И все же повторяющиеся странности его городской жизни не переставали удивлять Харрингтона. Наконец стремление окружающих его не замечать и их нелепые, наигранные приступы страха сделались невыносимыми. Тогда Харрингтон решил внести некоторую ясность в сложившуюся ситуацию, которая постепенно перестала казаться ему смешной. Однажды вечером, случайно встретив коменданта оттоманского гарнизона, с которым он часто разговаривал после своего приезда в Палестину, Харрингтон подошел к нему и пригласил пообедать вместе на следующий день. Комендант покрылся испариной, повел себя в высшей степени странно, пообещал встретиться, но на следующий день, разумеется, не пришел. Когда, уже не зная, что выбрать – возмущение или обиду, – Харрингтон спросил о нем какого-то другого, незнакомого военного, тот ответил ему, что комендант умер. «Он знал, что умрет, – сказал военный, понизив голос, – потому что вчера он встретил дух строителя этих башен. С тех пор он был как не свой и все ждал, когда дух за ним придет». Так Харрингтон узнал, что на самом деле привидением стал он сам.

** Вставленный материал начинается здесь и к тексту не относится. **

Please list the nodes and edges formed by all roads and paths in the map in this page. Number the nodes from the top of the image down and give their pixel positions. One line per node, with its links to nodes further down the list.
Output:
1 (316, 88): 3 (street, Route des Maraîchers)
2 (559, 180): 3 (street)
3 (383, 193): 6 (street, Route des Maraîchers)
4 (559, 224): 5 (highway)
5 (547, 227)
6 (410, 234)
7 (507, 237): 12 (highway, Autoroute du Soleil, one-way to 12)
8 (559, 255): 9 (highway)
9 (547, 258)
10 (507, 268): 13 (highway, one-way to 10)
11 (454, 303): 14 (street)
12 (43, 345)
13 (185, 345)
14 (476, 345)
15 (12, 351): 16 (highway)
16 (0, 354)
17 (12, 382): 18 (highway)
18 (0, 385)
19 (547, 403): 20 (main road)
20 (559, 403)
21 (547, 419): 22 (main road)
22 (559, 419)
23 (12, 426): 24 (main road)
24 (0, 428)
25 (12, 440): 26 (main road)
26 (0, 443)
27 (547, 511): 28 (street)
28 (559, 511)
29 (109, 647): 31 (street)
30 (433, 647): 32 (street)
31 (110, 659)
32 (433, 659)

Сказка восьмая. Про поезд Хайфа – Дамаск
Хайфский политехнический институт – впоследствии получивший название «Технион» и ставший одним из наиболее известных технических университетов мира – был основан незадолго до Первой мировой войны. Для него было выстроено большое здание с широкими лестницами и просторными аудиториями в европейском стиле, а перед входом разбит парк. К концу 1913 года основное строительство было закончено. Уже после войны вокруг Техниона появятся новые кварталы, построенные в стиле центрально-европейского конструктивизма, который в Израиле до сих пор называют «баухауз»; в те же времена к еще пустому зданию подступали поля и оливковые рощи. Генрих Визенгрунд был одним из первых ученых, принявших приглашение еще не открывшегося института и приехавших в Палестину, для того чтобы принять участие в его формировании и оснащении оборудованием. Когда Визенгрунд спрашивал себя, почему он так поступил, у него не было однозначного ответа. Германия, уже лихорадочно готовившаяся к войне, остро нуждалась в инженерах, что, в свою очередь, увеличивало число студентов в университетских классах. Так что к тому моменту, когда доктор Визенгрунд начал готовиться к тому, чтобы переехать в дальний угол Оттоманской империи, где до этого он никогда не был, на его столе уже лежало несколько приглашений как из университетов, так и из больших технических компаний. Он ответил на все эти письма, в самых теплых словах поблагодарив за предложение работы и отказавшись в самых однозначных выражениях.